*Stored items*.
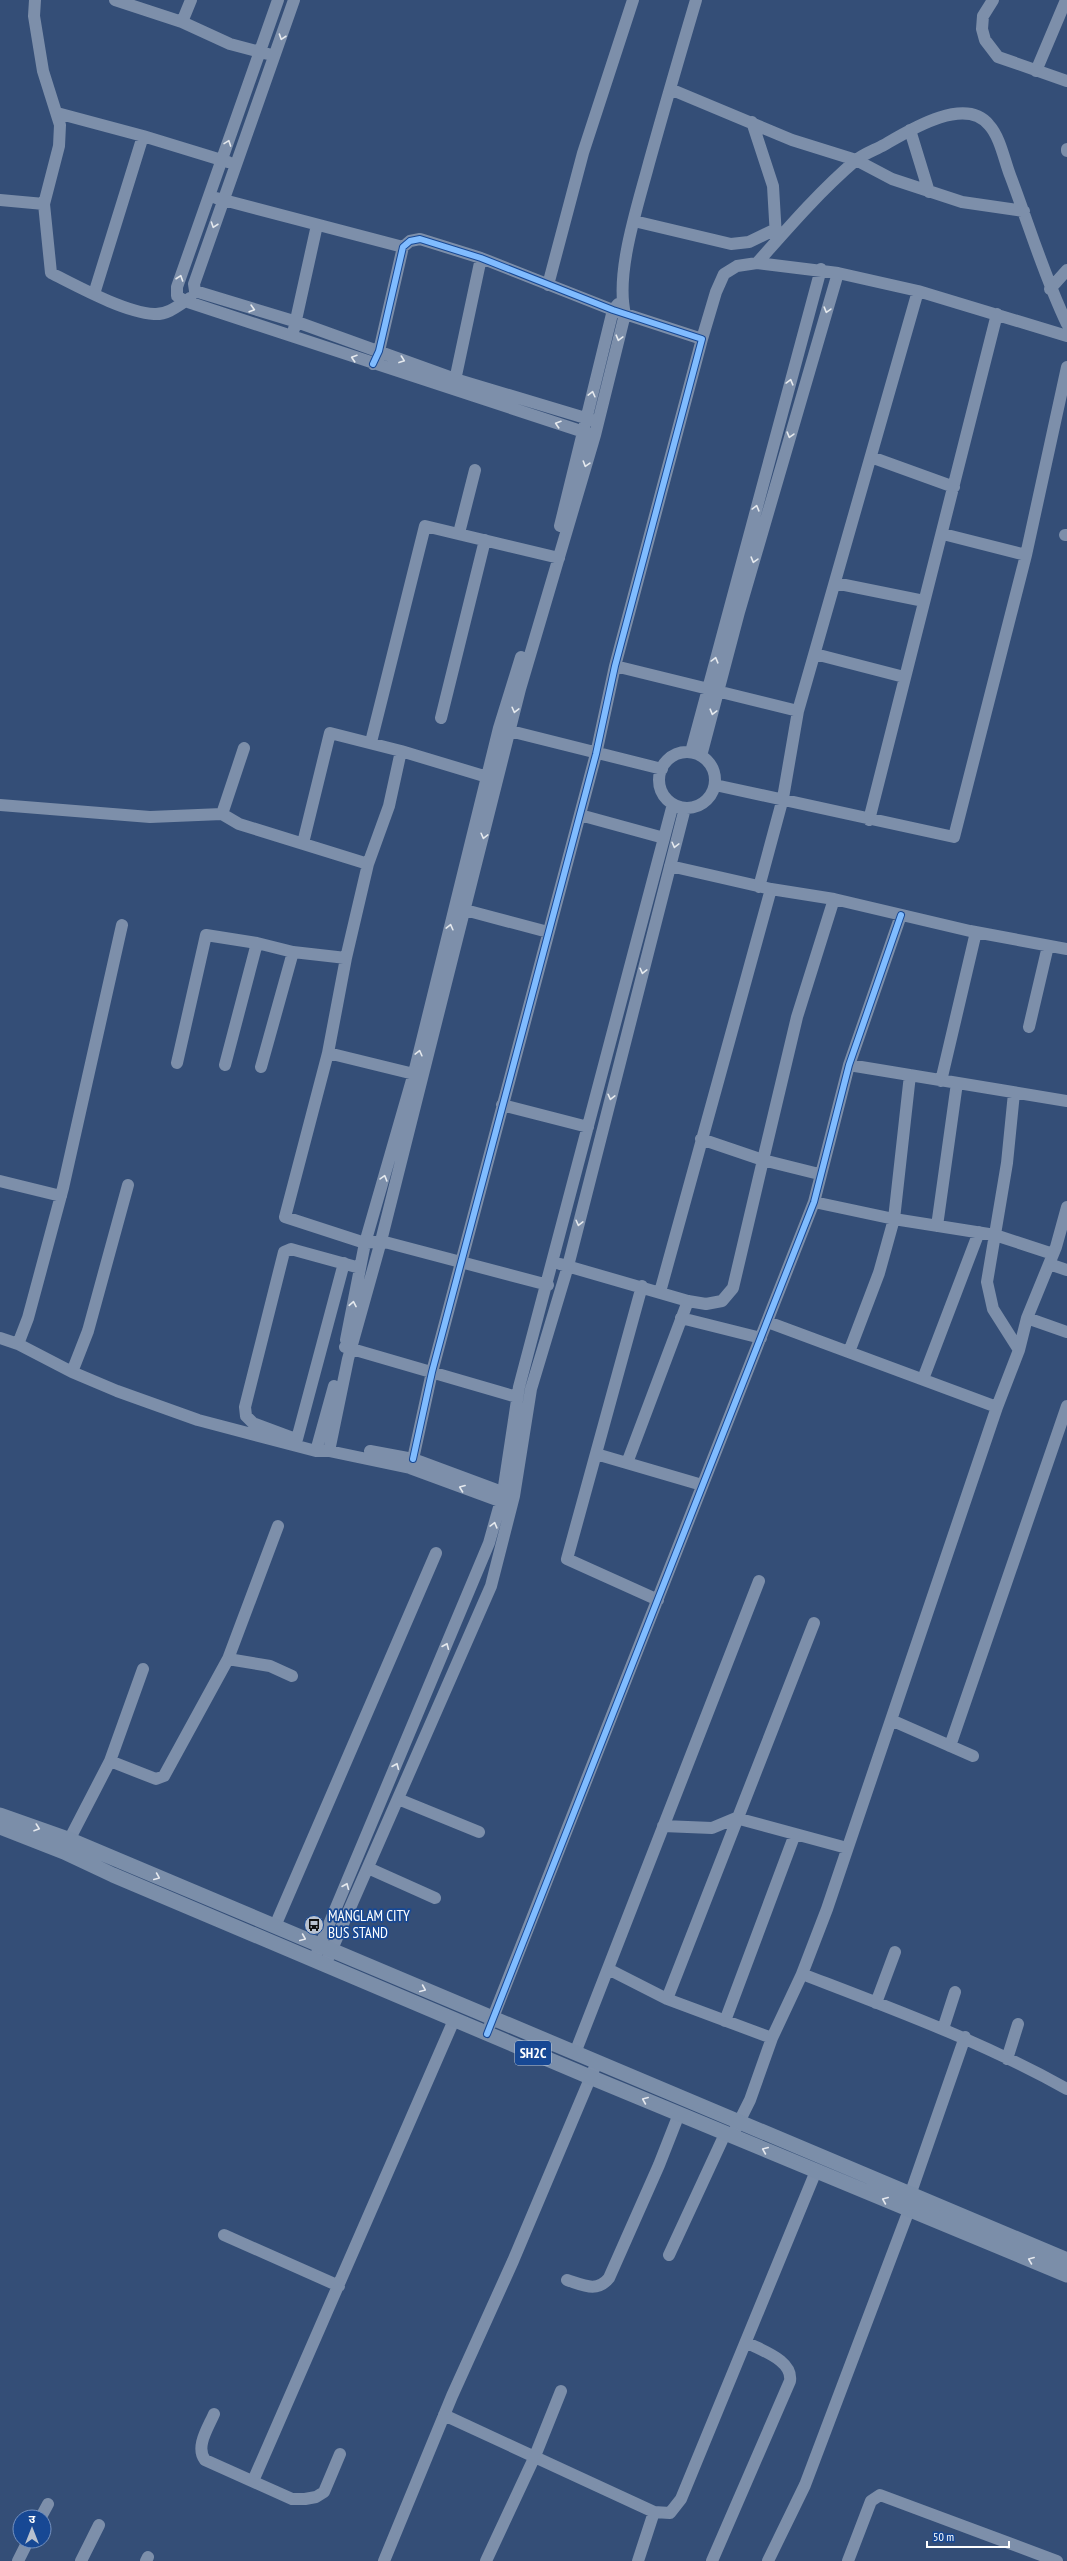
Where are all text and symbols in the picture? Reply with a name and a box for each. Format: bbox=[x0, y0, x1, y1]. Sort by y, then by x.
one-way arrow bbox=[278, 33, 286, 40]
one-way arrow bbox=[223, 139, 232, 146]
one-way arrow bbox=[210, 222, 219, 229]
one-way arrow bbox=[175, 275, 184, 282]
one-way arrow bbox=[248, 304, 255, 313]
one-way arrow bbox=[823, 306, 832, 313]
one-way arrow bbox=[615, 334, 624, 341]
one-way arrow bbox=[351, 354, 358, 363]
one-way arrow bbox=[398, 355, 405, 363]
one-way arrow bbox=[785, 379, 794, 386]
one-way arrow bbox=[587, 391, 595, 397]
one-way arrow bbox=[554, 421, 561, 429]
one-way arrow bbox=[786, 431, 795, 438]
one-way arrow bbox=[582, 460, 591, 467]
one-way arrow bbox=[751, 504, 760, 511]
one-way arrow bbox=[750, 556, 759, 563]
one-way arrow bbox=[710, 657, 718, 663]
one-way arrow bbox=[512, 706, 520, 713]
one-way arrow bbox=[709, 709, 717, 715]
one-way arrow bbox=[480, 832, 488, 839]
one-way arrow bbox=[671, 842, 680, 849]
one-way arrow bbox=[445, 924, 454, 931]
one-way arrow bbox=[639, 968, 648, 975]
one-way arrow bbox=[414, 1050, 423, 1057]
one-way arrow bbox=[607, 1094, 616, 1101]
one-way arrow bbox=[379, 1175, 387, 1182]
one-way arrow bbox=[575, 1220, 583, 1226]
one-way arrow bbox=[348, 1301, 356, 1308]
one-way arrow bbox=[458, 1484, 465, 1492]
one-way arrow bbox=[489, 1522, 498, 1529]
one-way arrow bbox=[441, 1643, 449, 1651]
one-way arrow bbox=[391, 1763, 399, 1771]
one-way arrow bbox=[33, 1823, 40, 1832]
one-way arrow bbox=[154, 1872, 161, 1880]
one-way arrow bbox=[342, 1883, 350, 1890]
place label: MANGLAM CITY BUS STAND bbox=[328, 1906, 410, 1942]
bus stop icon: MANGLAM CITY BUS STAND bbox=[303, 1914, 325, 1936]
one-way arrow bbox=[298, 1933, 306, 1941]
one-way arrow bbox=[419, 1984, 426, 1992]
road number: SH2C bbox=[515, 2041, 551, 2065]
one-way arrow bbox=[641, 2097, 649, 2105]
one-way arrow bbox=[761, 2147, 769, 2155]
one-way arrow bbox=[881, 2197, 889, 2205]
one-way arrow bbox=[1027, 2257, 1034, 2265]
north arrow bbox=[12, 2509, 52, 2549]
text: उ bbox=[29, 2512, 36, 2526]
scale bar bbox=[927, 2523, 1009, 2549]
text: 50 m bbox=[933, 2529, 954, 2544]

*Activity*. Please print every record above exactly, but leave the pictures out.

*Response to the exercise*.
Where are all text and symbols in the picture? Reply with a name and a box for each. Format: bbox=[x0, y0, x1, y1]. Sort by y, then by x.
one-way arrow bbox=[278, 33, 286, 40]
one-way arrow bbox=[223, 139, 232, 146]
one-way arrow bbox=[210, 222, 219, 229]
one-way arrow bbox=[175, 275, 184, 282]
one-way arrow bbox=[248, 304, 255, 313]
one-way arrow bbox=[823, 306, 832, 313]
one-way arrow bbox=[615, 334, 624, 341]
one-way arrow bbox=[351, 354, 358, 363]
one-way arrow bbox=[398, 355, 405, 363]
one-way arrow bbox=[785, 379, 794, 386]
one-way arrow bbox=[587, 391, 595, 397]
one-way arrow bbox=[554, 421, 561, 429]
one-way arrow bbox=[786, 431, 795, 438]
one-way arrow bbox=[582, 460, 591, 467]
one-way arrow bbox=[751, 504, 760, 511]
one-way arrow bbox=[750, 556, 759, 563]
one-way arrow bbox=[710, 657, 718, 663]
one-way arrow bbox=[512, 706, 520, 713]
one-way arrow bbox=[709, 709, 717, 715]
one-way arrow bbox=[480, 832, 488, 839]
one-way arrow bbox=[671, 842, 680, 849]
one-way arrow bbox=[445, 924, 454, 931]
one-way arrow bbox=[639, 968, 648, 975]
one-way arrow bbox=[414, 1050, 423, 1057]
one-way arrow bbox=[607, 1094, 616, 1101]
one-way arrow bbox=[379, 1175, 387, 1182]
one-way arrow bbox=[575, 1220, 583, 1226]
one-way arrow bbox=[348, 1301, 356, 1308]
one-way arrow bbox=[458, 1484, 465, 1492]
one-way arrow bbox=[489, 1522, 498, 1529]
one-way arrow bbox=[441, 1643, 449, 1651]
one-way arrow bbox=[391, 1763, 399, 1771]
one-way arrow bbox=[33, 1823, 40, 1832]
one-way arrow bbox=[154, 1872, 161, 1880]
one-way arrow bbox=[342, 1883, 350, 1890]
place label: MANGLAM CITY BUS STAND bbox=[328, 1906, 410, 1942]
bus stop icon: MANGLAM CITY BUS STAND bbox=[303, 1914, 325, 1936]
one-way arrow bbox=[298, 1933, 306, 1941]
one-way arrow bbox=[419, 1984, 426, 1992]
road number: SH2C bbox=[515, 2041, 551, 2065]
one-way arrow bbox=[641, 2097, 649, 2105]
one-way arrow bbox=[761, 2147, 769, 2155]
one-way arrow bbox=[881, 2197, 889, 2205]
one-way arrow bbox=[1027, 2257, 1034, 2265]
north arrow bbox=[12, 2509, 52, 2549]
text: उ bbox=[29, 2512, 36, 2526]
scale bar bbox=[927, 2523, 1009, 2549]
text: 50 m bbox=[933, 2529, 954, 2544]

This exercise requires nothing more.